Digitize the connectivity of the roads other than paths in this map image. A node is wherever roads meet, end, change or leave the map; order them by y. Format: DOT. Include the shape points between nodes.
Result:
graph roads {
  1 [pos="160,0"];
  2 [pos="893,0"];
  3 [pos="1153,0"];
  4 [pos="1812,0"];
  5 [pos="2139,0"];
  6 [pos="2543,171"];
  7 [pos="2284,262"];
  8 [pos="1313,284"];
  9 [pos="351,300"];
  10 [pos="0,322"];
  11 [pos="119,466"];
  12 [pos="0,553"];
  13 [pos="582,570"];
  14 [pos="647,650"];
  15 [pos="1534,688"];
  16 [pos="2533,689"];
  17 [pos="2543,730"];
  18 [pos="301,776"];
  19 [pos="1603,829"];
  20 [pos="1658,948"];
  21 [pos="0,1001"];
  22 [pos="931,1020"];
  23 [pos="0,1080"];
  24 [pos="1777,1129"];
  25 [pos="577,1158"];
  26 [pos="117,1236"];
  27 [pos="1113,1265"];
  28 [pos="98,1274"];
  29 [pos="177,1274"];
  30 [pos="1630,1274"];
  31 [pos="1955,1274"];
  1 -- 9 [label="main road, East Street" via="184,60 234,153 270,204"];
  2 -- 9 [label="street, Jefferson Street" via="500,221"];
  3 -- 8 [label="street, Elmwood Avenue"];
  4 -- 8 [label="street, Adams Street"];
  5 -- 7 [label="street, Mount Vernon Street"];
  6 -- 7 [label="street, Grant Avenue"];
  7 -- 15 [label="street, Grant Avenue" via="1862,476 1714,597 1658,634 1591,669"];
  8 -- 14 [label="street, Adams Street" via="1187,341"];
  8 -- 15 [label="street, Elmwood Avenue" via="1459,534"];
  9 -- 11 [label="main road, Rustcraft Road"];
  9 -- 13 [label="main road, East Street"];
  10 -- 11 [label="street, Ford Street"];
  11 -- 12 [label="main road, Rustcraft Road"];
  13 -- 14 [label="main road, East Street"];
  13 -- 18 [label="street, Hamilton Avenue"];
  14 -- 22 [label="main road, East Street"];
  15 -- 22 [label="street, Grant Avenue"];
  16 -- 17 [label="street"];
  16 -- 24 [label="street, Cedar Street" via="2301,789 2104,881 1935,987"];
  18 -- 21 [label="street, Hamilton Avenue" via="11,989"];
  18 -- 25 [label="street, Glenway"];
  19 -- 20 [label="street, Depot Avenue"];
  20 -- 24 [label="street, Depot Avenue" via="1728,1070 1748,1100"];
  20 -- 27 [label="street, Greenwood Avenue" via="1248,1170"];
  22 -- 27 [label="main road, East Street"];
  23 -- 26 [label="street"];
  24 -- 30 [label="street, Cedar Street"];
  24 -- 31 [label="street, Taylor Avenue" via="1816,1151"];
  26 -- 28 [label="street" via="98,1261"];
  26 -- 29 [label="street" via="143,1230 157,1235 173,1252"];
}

★ ★ ★ ★ ★

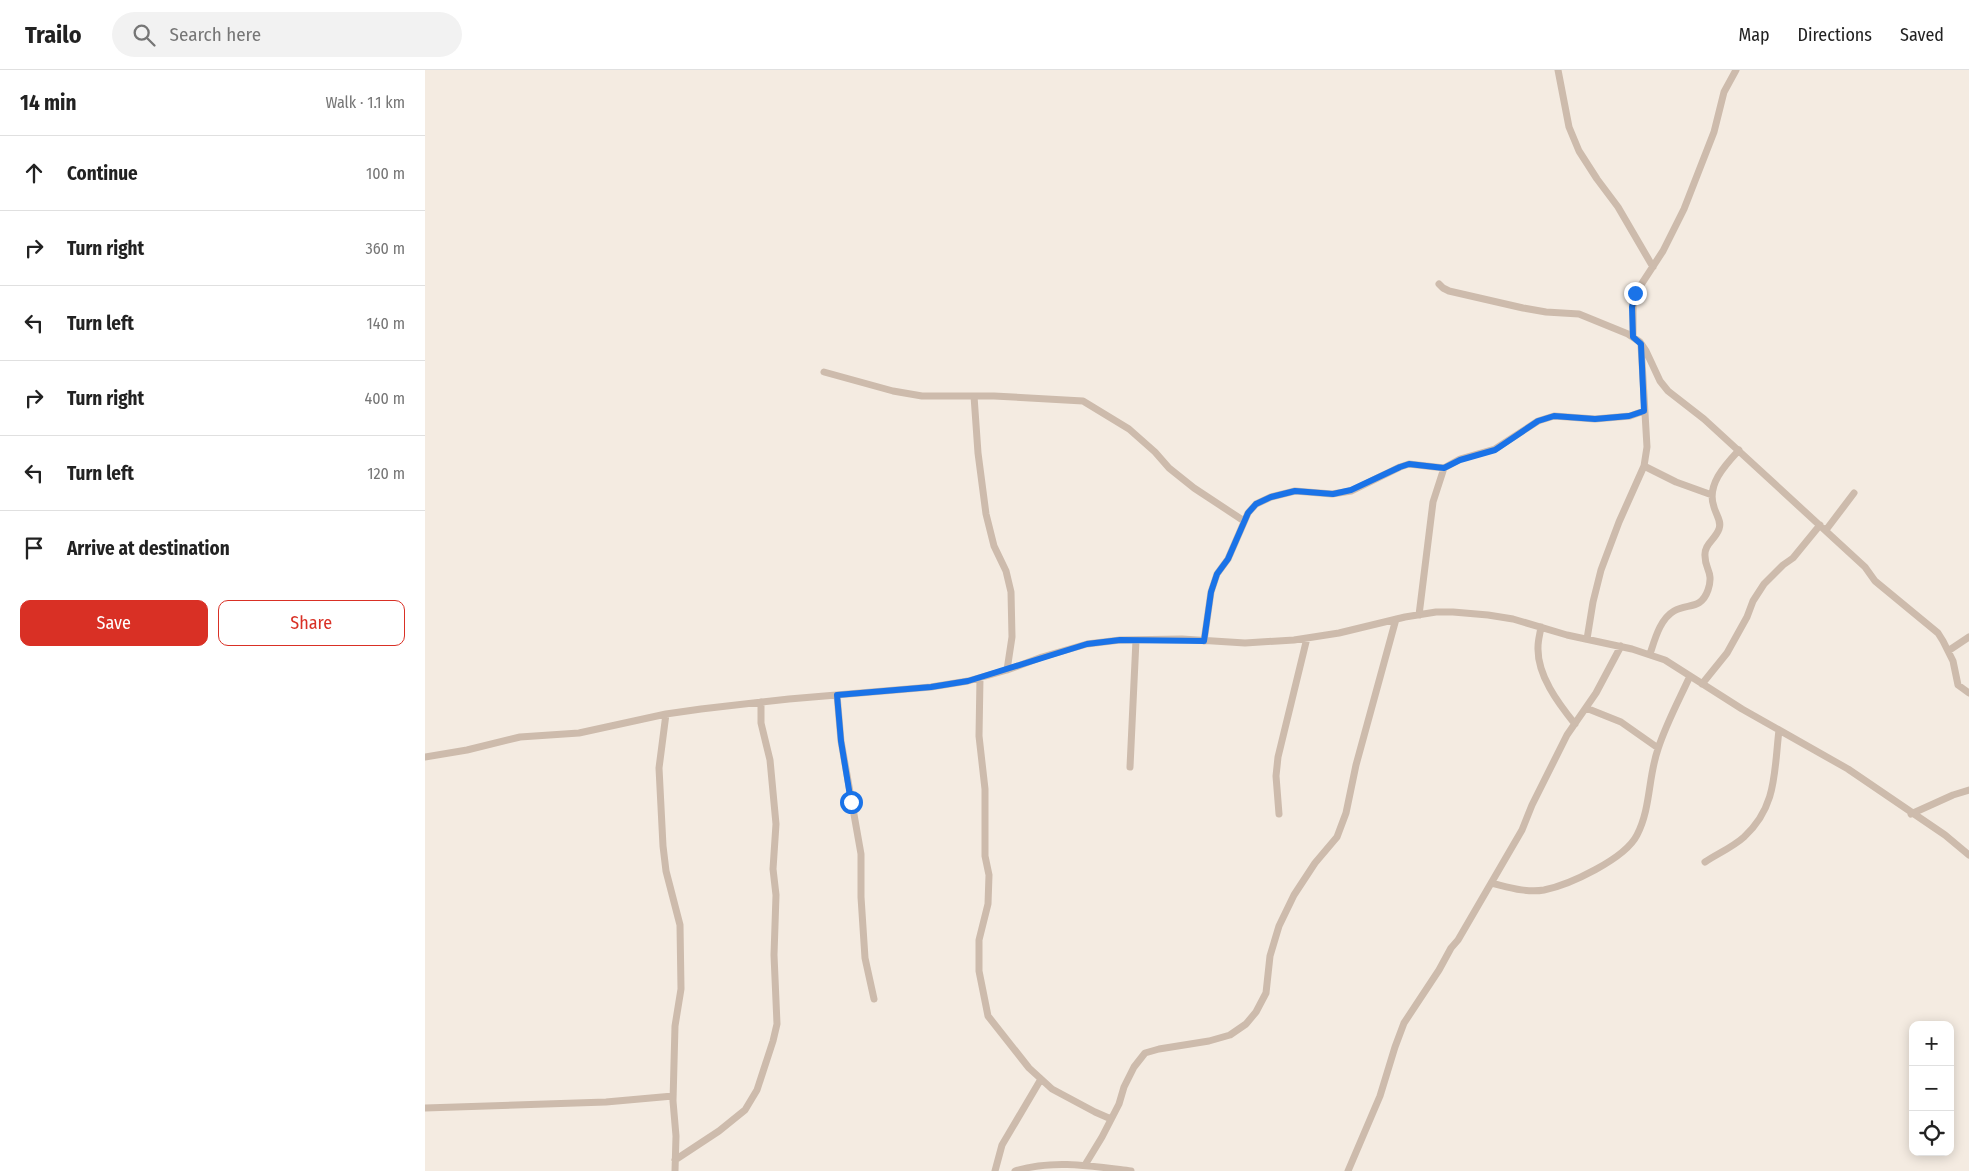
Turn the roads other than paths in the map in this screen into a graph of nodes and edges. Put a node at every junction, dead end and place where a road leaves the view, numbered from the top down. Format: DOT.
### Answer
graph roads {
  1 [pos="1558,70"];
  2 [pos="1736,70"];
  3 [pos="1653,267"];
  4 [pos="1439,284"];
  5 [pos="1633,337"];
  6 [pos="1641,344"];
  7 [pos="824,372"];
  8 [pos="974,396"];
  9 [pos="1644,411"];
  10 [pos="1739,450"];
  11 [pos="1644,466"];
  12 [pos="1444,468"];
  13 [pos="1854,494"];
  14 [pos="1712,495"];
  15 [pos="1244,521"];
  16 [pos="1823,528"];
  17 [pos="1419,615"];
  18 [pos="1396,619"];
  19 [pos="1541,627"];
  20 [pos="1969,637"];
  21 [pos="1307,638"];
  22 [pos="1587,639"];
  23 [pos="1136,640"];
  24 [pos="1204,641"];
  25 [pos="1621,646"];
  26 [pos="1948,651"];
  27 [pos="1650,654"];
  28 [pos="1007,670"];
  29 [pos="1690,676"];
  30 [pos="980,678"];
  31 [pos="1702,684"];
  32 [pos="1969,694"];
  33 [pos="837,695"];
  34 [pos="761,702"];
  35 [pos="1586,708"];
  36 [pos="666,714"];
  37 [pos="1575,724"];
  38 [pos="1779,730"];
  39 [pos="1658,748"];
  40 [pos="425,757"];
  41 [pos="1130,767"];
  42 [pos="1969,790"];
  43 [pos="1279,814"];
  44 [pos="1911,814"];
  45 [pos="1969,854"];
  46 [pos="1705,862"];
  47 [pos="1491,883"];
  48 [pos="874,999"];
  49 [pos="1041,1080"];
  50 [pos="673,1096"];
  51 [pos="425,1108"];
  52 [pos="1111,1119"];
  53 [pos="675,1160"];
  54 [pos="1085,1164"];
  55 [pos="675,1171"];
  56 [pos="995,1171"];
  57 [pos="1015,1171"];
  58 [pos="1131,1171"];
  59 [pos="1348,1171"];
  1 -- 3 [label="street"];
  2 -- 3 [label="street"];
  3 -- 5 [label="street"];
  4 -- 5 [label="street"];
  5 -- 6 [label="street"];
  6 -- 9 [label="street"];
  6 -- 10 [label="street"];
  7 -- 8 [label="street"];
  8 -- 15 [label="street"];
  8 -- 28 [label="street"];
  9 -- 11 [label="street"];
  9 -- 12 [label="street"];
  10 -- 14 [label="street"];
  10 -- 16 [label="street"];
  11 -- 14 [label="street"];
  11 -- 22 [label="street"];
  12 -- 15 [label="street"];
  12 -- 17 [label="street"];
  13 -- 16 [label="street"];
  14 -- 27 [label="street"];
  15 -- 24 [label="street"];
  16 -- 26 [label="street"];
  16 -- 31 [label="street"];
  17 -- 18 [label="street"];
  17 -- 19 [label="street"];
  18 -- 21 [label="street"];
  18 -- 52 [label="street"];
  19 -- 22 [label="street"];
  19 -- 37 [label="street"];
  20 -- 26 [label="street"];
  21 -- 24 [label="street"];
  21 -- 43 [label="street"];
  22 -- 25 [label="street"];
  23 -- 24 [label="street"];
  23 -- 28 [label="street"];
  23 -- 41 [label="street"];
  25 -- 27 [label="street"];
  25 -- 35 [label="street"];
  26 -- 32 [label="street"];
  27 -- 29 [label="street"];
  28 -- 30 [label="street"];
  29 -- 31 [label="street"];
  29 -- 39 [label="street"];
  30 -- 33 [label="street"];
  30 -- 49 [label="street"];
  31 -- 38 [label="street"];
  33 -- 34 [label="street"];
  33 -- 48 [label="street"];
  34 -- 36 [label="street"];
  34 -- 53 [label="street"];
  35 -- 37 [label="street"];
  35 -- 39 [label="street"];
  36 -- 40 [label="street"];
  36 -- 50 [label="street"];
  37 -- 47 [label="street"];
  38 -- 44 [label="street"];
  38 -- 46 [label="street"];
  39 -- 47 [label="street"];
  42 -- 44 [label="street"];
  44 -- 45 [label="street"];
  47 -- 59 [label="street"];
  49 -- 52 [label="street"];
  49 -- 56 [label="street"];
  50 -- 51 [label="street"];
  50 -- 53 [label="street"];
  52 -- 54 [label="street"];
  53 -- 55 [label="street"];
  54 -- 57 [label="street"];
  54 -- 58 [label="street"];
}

★ ★ ★ ★ ★

● EXERCISE PROMPT: From the entries above, collect every line with the string "this" in it.

● SOLUTION TO THE EXERCISE:
Digitize the connectivity of the roads other than paths in this map image. A node is wherever roads meet, end, change or leave the map; order them by y. Format: DOT. Include the shape points between nodes.
Turn the roads other than paths in the map in this screen into a graph of nodes and edges. Put a node at every junction, dead end and place where a road leaves the view, numbered from the top down. Format: DOT.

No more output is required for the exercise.